Because of the growing numbers of American executives and diplomats kidnaped at home and abroad, Jenkins said, Americans will probably spend between $50 billion and $60 billion a year on private security by the end of the century.

Advertisement

Divergent Opinions

And DanCor Ltd. wants a piece of the action.

Law-enforcement officers and training specialists who have attended or reviewed Davis’ seminars and conferences have radically divergent opinions of his terrorism curriculum. Capt. G. M. Osterfeld, head of training for the Arizona Department of Public Safety, said officers who attended Davis’ 1983 seminars in that state learned little from the experience.

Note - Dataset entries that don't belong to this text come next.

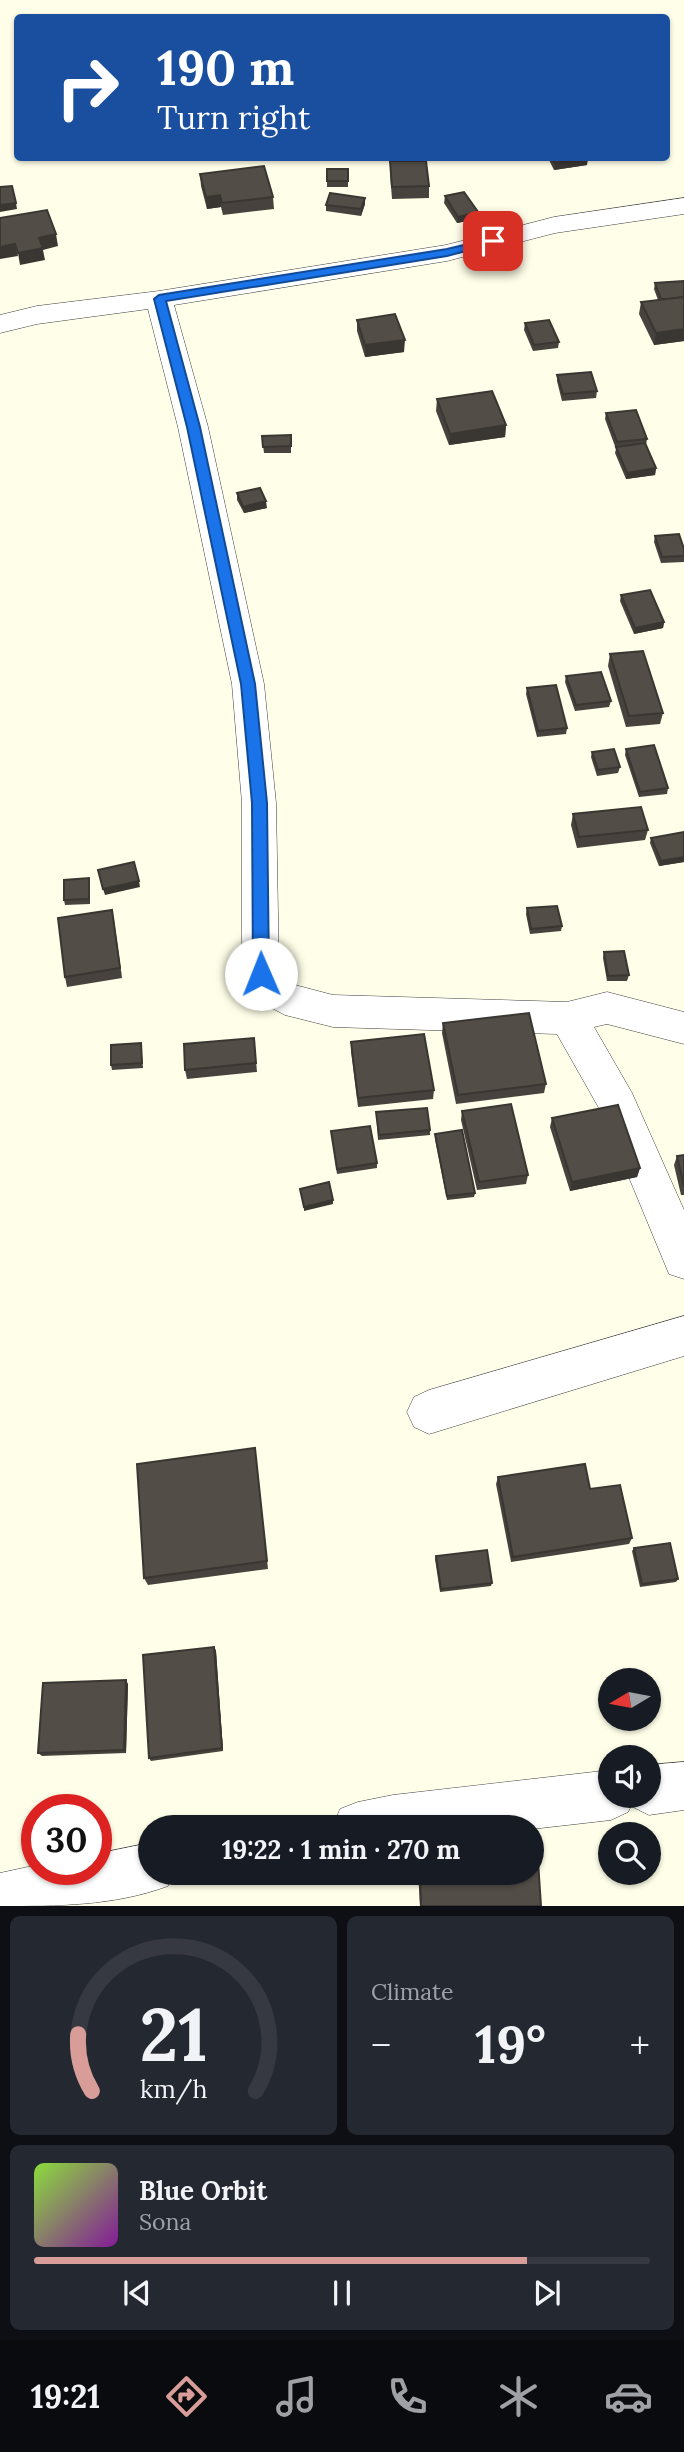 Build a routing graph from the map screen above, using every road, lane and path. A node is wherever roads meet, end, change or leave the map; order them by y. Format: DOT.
graph roads {
  1 [pos="684,206"];
  2 [pos="159,299"];
  3 [pos="0,324"];
  4 [pos="567,1018"];
  5 [pos="684,1028"];
  6 [pos="684,1260"];
  7 [pos="684,1336"];
  8 [pos="429,1412"];
  9 [pos="684,1786"];
  10 [pos="661,1789"];
  11 [pos="598,1796"];
  12 [pos="437,1815"];
  13 [pos="138,1870"];
  14 [pos="0,1899"];
  1 -- 2 [label="street"];
  2 -- 3 [label="street"];
  2 -- 4 [label="street"];
  4 -- 5 [label="street"];
  4 -- 6 [label="street"];
  7 -- 8 [label="street"];
  9 -- 10 [label="street"];
  11 -- 12 [label="street"];
  13 -- 14 [label="street"];
}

“People who attended whom I talked to were sorely disappointed with the class,” Osterfeld said. “They felt that the information presented was dated and had very little solid information supporting it.

“What he presented can be gathered from reading any textbook on terrorism. I haven’t found anyone who likes him yet.”

According to Osterfeld, any police agency in Arizona can bring in an instructor to teach its officers at the officers’ expense, but the Arizona Law Enforcement Officers Advisory Council must approve all instructors and curricula if they are to be paid for by the state.

Reviewing the Records

“Looking back in Mr. Davis’ records, we discovered that he had taught and been approved for Class B status,” Osterfeld said. “All that means is that the police agency can apply to ALEOAC for reimbursement of costs. That’s all.”

In Massachusetts, Davis did not even receive such limited approval from certifying agencies because of his extreme “right-wing” approach to the subject matter. And he is not certified to teach in California law-enforcement agencies.

Advertisement

“His materials seemed to indicate that anyone could be a terrorist,” said Judith Panora, director of training for the Massachusetts Criminal Justice Training Council. “We felt this was too aggressive and not appropriate for Massachusetts. I thought it was too right-wing.”

In contrast, federal Department of Defense officials in Illinois contend that Davis is excellent when it comes to training police officers to handle assaults from terrorist organizations.

‘Worthwhile’ Sessions

“I thought they (Davis’ seminars) were excellent,” said William Tollefson, a clinical psychiatrist for the Defense Department’s Rock Island Arsenal in northwest Illinois. Tollefson attended a two-day terrorism seminar in January and found it “worthwhile . . . as a preventive education in order to protect our police officers.”

“His courses for the area and subject matter are excellent for police and security people,” Tollefson said. “This is a new problem here, and we don’t have enough experience with it. The seminars present a good insight into what is becoming needed in our country--beginning to arm ourselves, America, against terrorism.”